O superintendente da Polícia Federal no Rio Grande do Sul, delegado José Dornelles, promete agir contra fraudadores, usando para isso de cruzamento de dados e ferramentas cibernéticas.
— De uma maneira geral, os crimes praticados são invasão de dispositivo informático furto mediante fraude, modificação ou alteração não autorizada de sistema de informações, estelionato majorado, e inserção de dados falsos em sistema de informações, conforme especificidades de cada caso — resume Dornelles.
Como denunciar
O canal para registro de denúncias de fraudes é o sistema Fala.Br, disponível neste link ou pelos telefones 121 ou 0800— 707 —2003.
Critérios para receber o auxílio emergencial
- Ter mais de 18 anos de idade; salvo no caso de mães adolescentes
- Não ter emprego formal ativo
- Não receber benefícios pagos pelo Instituto Nacional de Seguridade Social (INSS), como aposentadoria, pensão ou Benefício de Prestação Continuada (BPC)
- Não ser beneficiário do seguro desemprego, seguro defeso ou de programa de transferência de renda federal, com exceção do Bolsa Família
- Estar em família com renda mensal por pessoa de até meio salário mínimo (R$ 522,50) ou com renda mensal total de até três salários mínimos (R$ 3.135)
- Em 2018, não ter recebido rendimentos tributáveis acima de R$ 28.559,70, ou seja, em 2019 não precisou declarar imposto de renda
- Ser microempreendedor individual, contribuinte individual do Regime Geral de Previdência Social ou trabalhador informal, mesmo que desempregado
O que diz o Ministério da Cidadania
O Ministério da Cidadania, responsável pela gestão do auxílio emergencial, afirma trabalhar diuturnamente para a evolução do maior benefício já criado, em âmbito nacional, para assistir a população mais vulnerável. Os recursos destinados para essa ação já passam dos R$ 150 bilhões. A tarefa está longe de ser fácil, diz o ministro Onix Lorenzoni, pelo escasso tempo para construir, implantar e revisar de forma constante cada processo de trabalho.

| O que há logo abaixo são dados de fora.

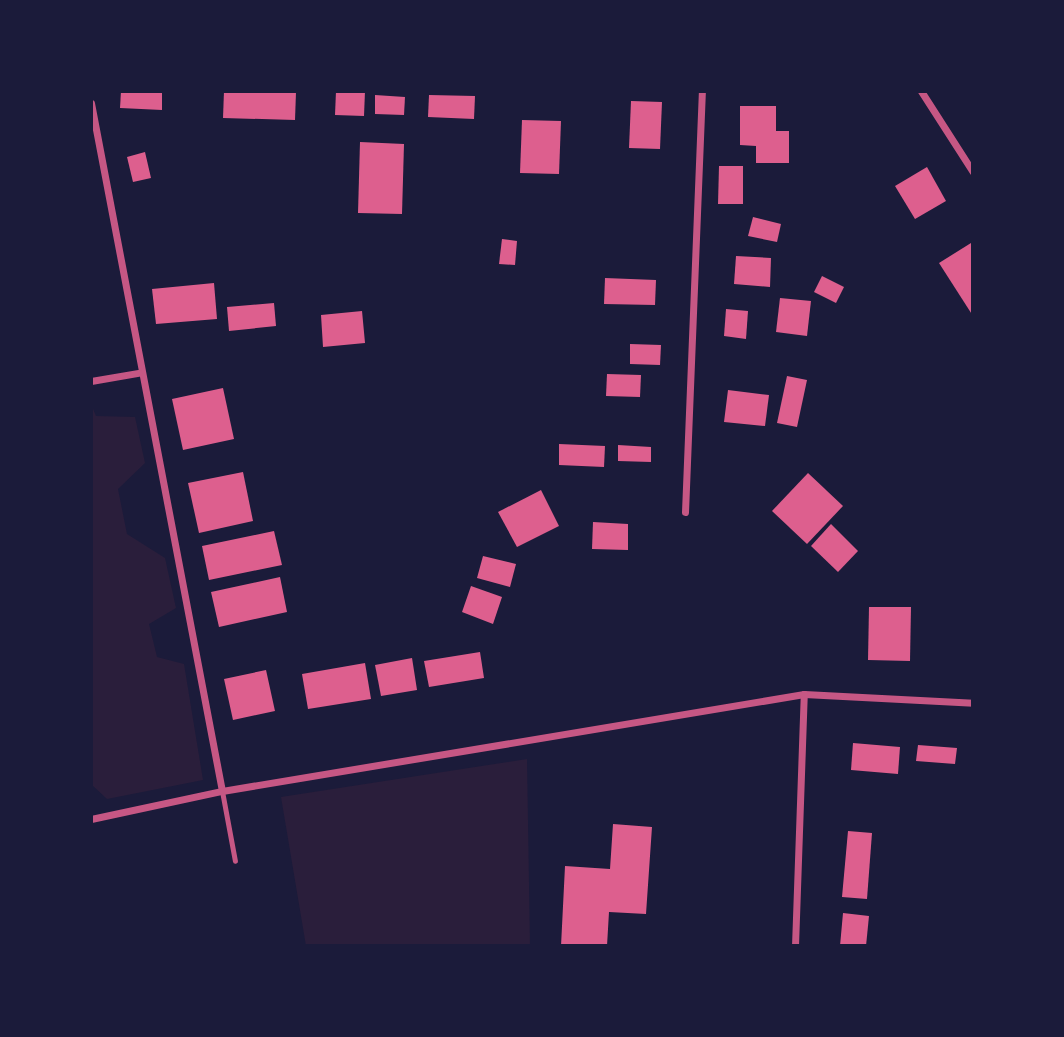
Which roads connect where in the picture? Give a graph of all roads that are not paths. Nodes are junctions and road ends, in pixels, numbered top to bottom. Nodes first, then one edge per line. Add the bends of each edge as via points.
1 (702, 91) edge
2 (921, 91) edge
3 (91, 103) edge
4 (973, 172) edge
5 (138, 373) junction
6 (91, 381) edge
7 (685, 512) dead end
8 (804, 694) junction
9 (973, 702) edge
10 (222, 791) junction
11 (91, 819) edge
12 (235, 861) dead end
13 (795, 946) edge

1 - 7 street
2 - 4 street
3 - 5 street
5 - 6 street
5 - 10 street
8 - 9 street
8 - 10 street
8 - 13 street
10 - 11 street
10 - 12 lane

O auxílio emergencial conta com um modelo de governança que embute parcerias de controle e fiscalização com a CGU e o TCU. Isso gera trilhas de auditoria que são usadas para identificar, tomar ações de recuperação e retroalimentar com informações para a melhoria na análise de cada lote de solicitações do auxílio emergencial. As informações inseridas no site e no aplicativo do auxílio emergencial são cruzadas com vários bancos de dados oficiais de documentação e situação econômica e social. Além de responder por crimes, os que burlam a lei estão sujeitos a ressarcir os valores recebidos.
RBS TV censurada durante 11 dias
Por 11 dias, a RBS TV esteve impedida de publicar reportagem sobre o auxílio emergencial sacado pela comerciante Ana Paula Pagnussatti Brocco, de Espumoso, Noroeste. Ela ingressou na Justiça e conseguiu, em duas instâncias, censura prévia sobre notícia que questiona se ela preenche os critérios para receber o benefício.
O juiz Daniel da Silva Luz, da comarca de Espumoso, concedeu liminar impedindo que o nome e a imagem dela fossem “publicados” e “vinculados” em reportagem. Foi determinada multa de R$ 50 mil por divulgação. A RBS TV recorreu da liminar, com o argumento de que a Constituição brasileira proíbe a censura prévia. A liminar que censurava foi mantida pela desembargadora Maria Isabel de Azevedo Souza, da 19ª Câmara Cível do TJ. A censura foi derrubada, dia 26, em despacho da própria desembargadora Maria Isabel, que reconsiderou sua decisão inicial. A magistrada considerou que não há uma “situação excepcional” a justificar uma intervenção prévia à liberdade de imprensa.